Rio de Janeiro – Apontada como a maior fraudadora do Instituto Nacional de Seguridade Social (INSS), a ex-advogada Jorgina de Freitas será transferida na segunda-feira, dia 22, do Presídio Talavera Bruce para a Penitenciária Joaquim Ferreira de Souza, no Complexo de Gericinó, que abriga detentas que cumprem pena em regime semi-aberto. A transferência está marcada para as 9 horas.

A ex-advogada, condenada a 14 anos de prisão em regime fechado, teve concedido o direito de ir para casa nos fins de semana, a cada 15 dias por decisão da Seção Criminal do Tribunal de Justiça do Rio de Janeiro (TJ/RJ).

A mudança de regime foi concedida de forma unânime por nove desembargadores, na quarta-feira (17). Segundo informações do TJ/RJ a decisão foi uma determinação do Supremo Tribunal Federal (STF).

De acordo com informações da assessoria de imprensa da Secretaria de Administração Penitenciária (SEAP), Jorgina continuará em regime fechado em sua nova cela até que os documentos sejam conferidos. Segundo a assessoria, a ex-advogada optou pela visita periódica ao lar em detrimento do trabalho extra-muro, em que o detento sai as 8 horas e tem que voltar ao presídio às 20 horas.

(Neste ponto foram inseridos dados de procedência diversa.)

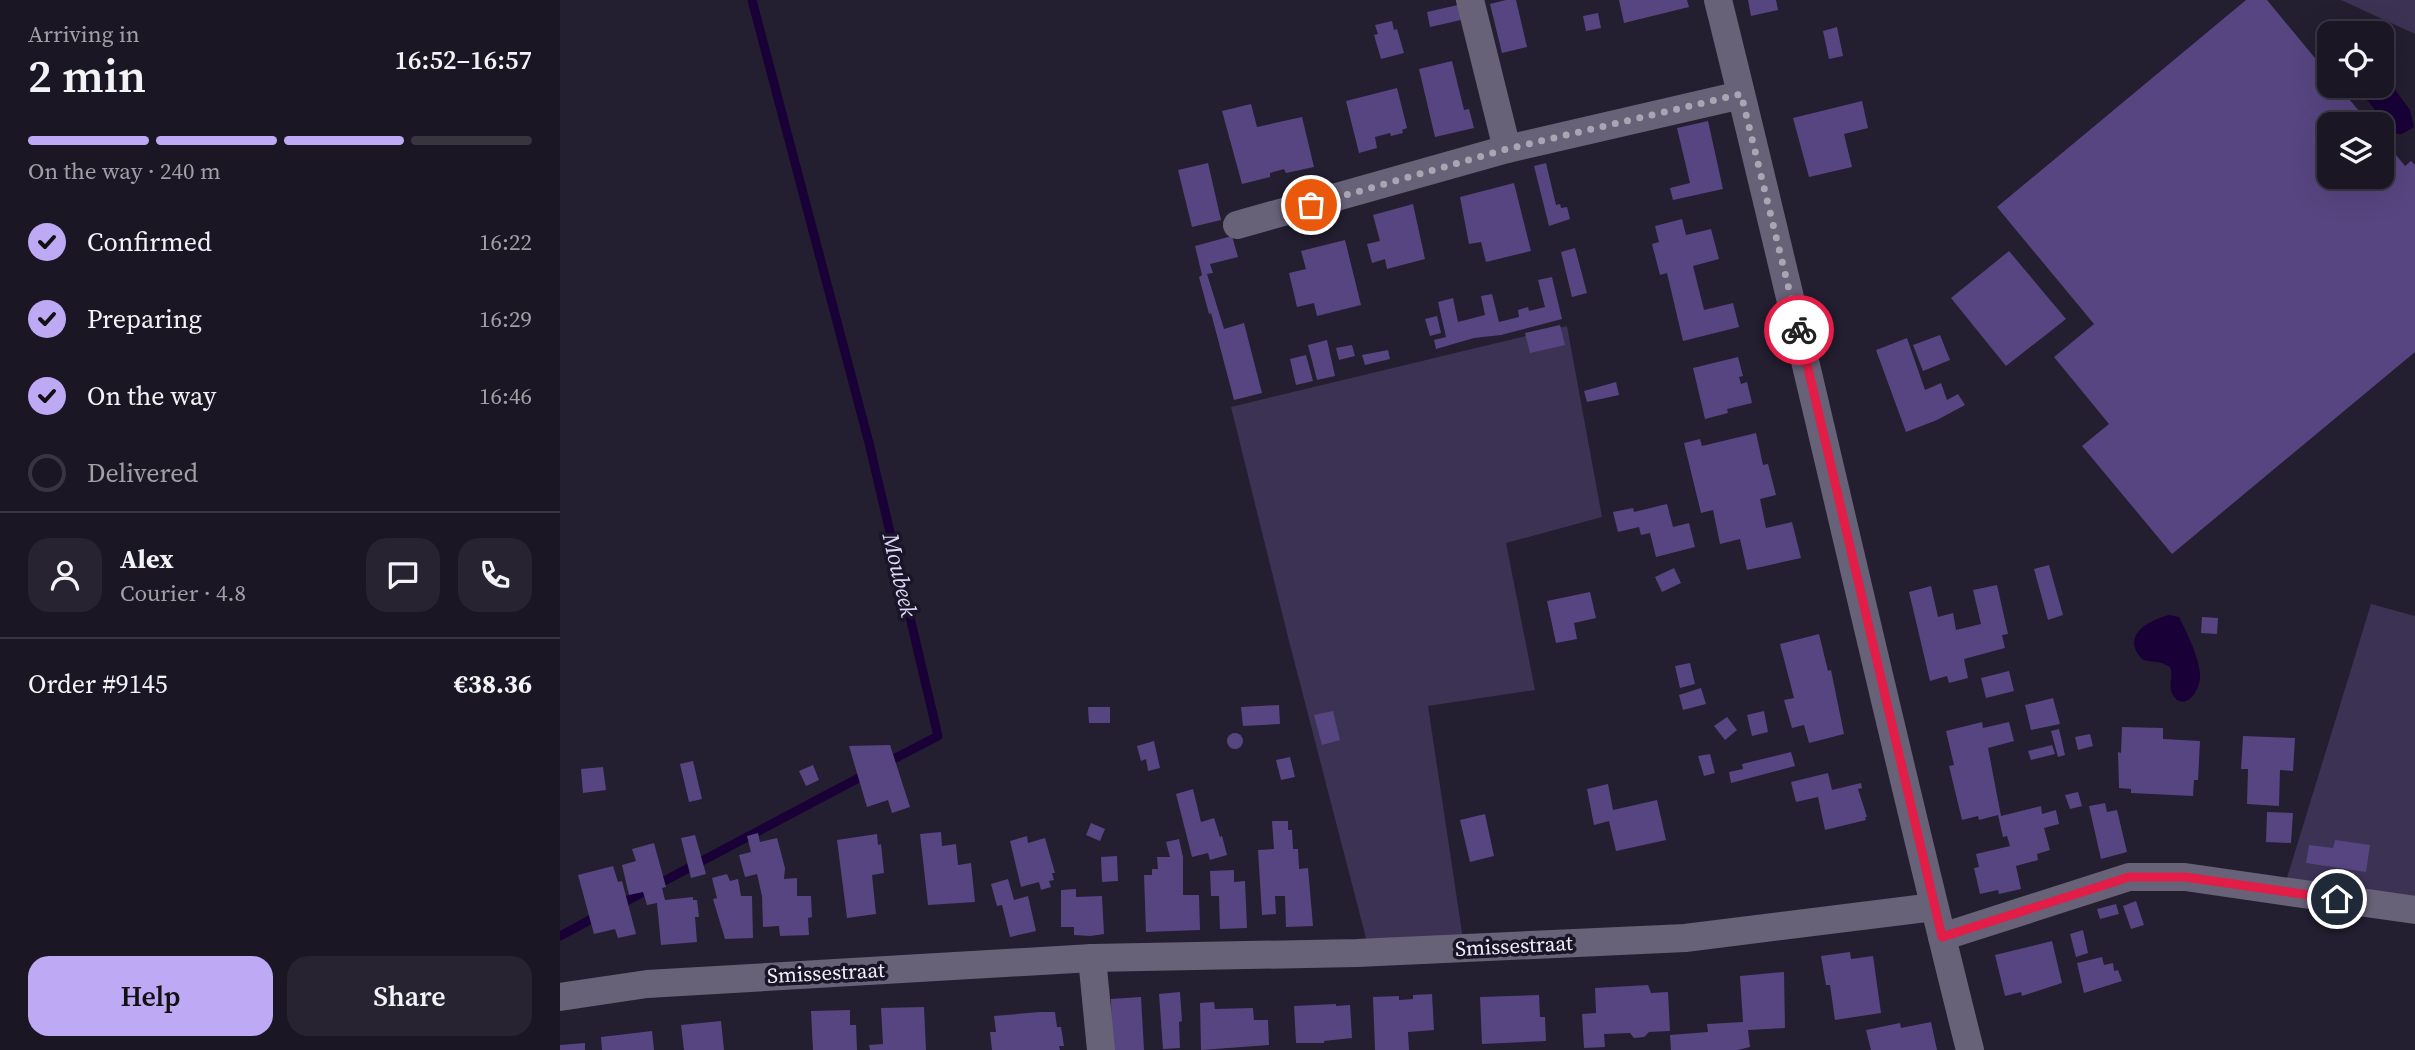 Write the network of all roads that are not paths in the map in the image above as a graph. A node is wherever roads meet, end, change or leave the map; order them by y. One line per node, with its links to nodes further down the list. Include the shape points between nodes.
1 (1470, 0): 4 (street)
2 (1717, 0): 3 (street)
3 (1741, 94): 4 (street); 6 (street)
4 (1507, 149): 5 (street)
5 (1237, 225)
6 (1934, 906): 8 (street); 9 (street, Smissestraat, via 1685,938 1357,953)
7 (2415, 910): 8 (street, via 2185,877 2129,877)
8 (1942, 937): 12 (street)
9 (1092, 957): 10 (street, Smissestraat, via 647,984); 11 (street)
10 (560, 997)
11 (1101, 1050)
12 (1970, 1050)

Jorgina de Freitas foi condenada pelo TJ/RJ em julho de 1992 por participar do maior golpe da história da Previdência, juntamente com o ex-juiz Nestor José do Nascimento; o ex-procurador do INSS Marcílio Gomes da Silva e os advogados Astor Cardoso Pontes de Miranda, Ilson Escóssia da Veiga, Cláudia Caetano Bouças e Wilson Ferreira.

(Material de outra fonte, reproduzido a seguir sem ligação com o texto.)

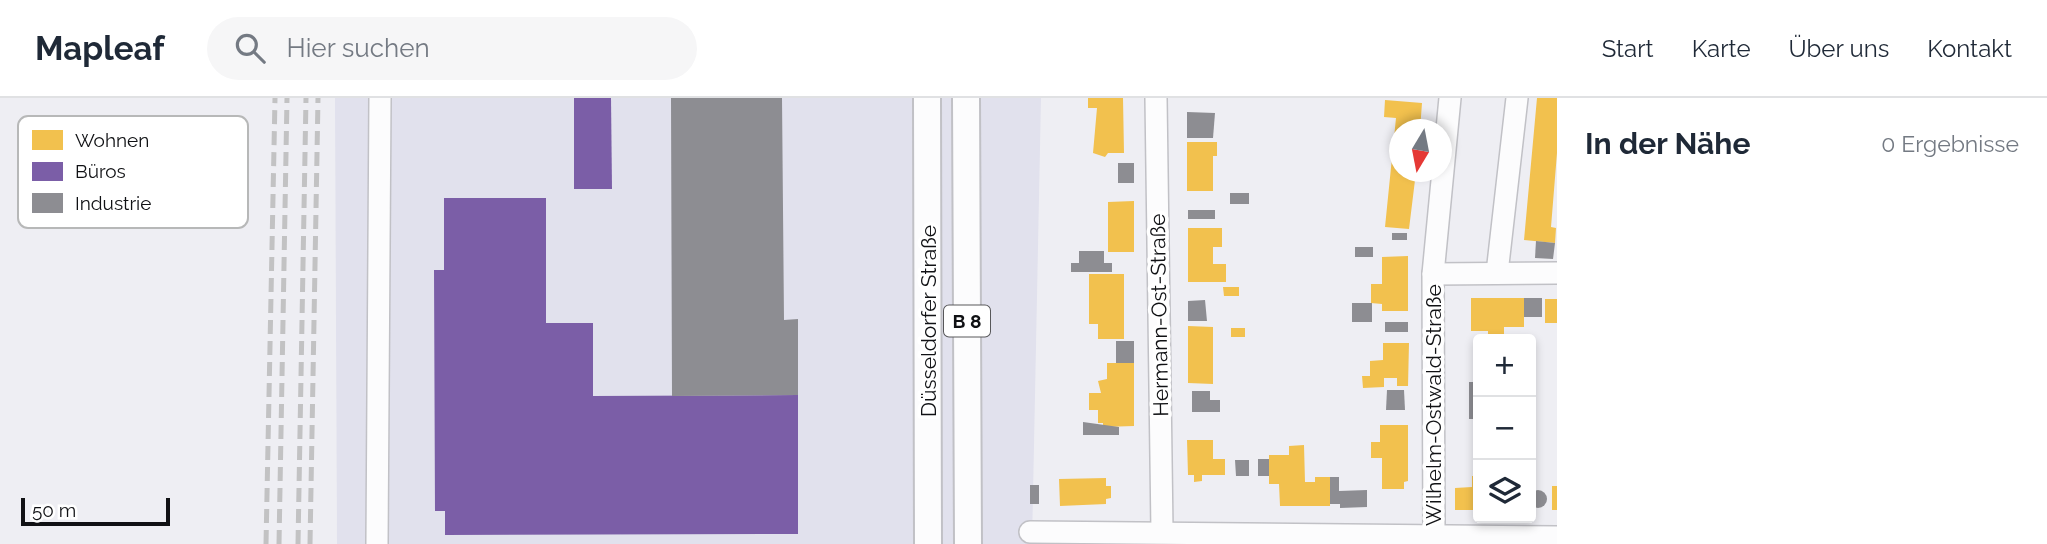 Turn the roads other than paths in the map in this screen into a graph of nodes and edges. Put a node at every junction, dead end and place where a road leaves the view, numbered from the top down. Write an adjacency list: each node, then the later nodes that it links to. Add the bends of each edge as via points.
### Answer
1 (380, 98): 14 (street)
2 (928, 98): 15 (main road, Düsseldorfer Straße / B 8)
3 (966, 98): 16 (main road, Düsseldorfer Straße / B 8)
4 (1156, 98): 10 (street, Hermann-Ost-Straße)
5 (1451, 98): 9 (street, Wilhelm-Ostwald-Straße)
6 (1517, 98): 7 (street)
7 (1497, 273): 8 (street); 9 (street)
8 (1557, 273)
9 (1433, 274): 12 (street, Wilhelm-Ostwald-Straße)
10 (1162, 531): 11 (street); 12 (street)
11 (1030, 532)
12 (1434, 537): 13 (street)
13 (1557, 537)
14 (377, 544)
15 (928, 544)
16 (968, 544)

As fraudes, realizadas com o pagamento de ações trabalhistas falsas, foram calculadas em mais de R$ 500 milhões e aconteceram em Vassouras, São João de Meriti e Duque de Caxias.

Depois de ser condenada em dois processos, Jorgina fugiu do país e só se entregou à polícia em 1997, na Costa Rica. No ano seguinte, foi extraditada para o Brasil e enviada para o Presídio Talavera Bruce. 

Segundo o TJ, 70% dos 60 imóveis em nome de Jorgina foram comprados com o dinheiro das fraudes crime, e apesar de já terem sido avaliados, ainda não foram leiloados. Jorgina responde outros processos por estelionato e fraude.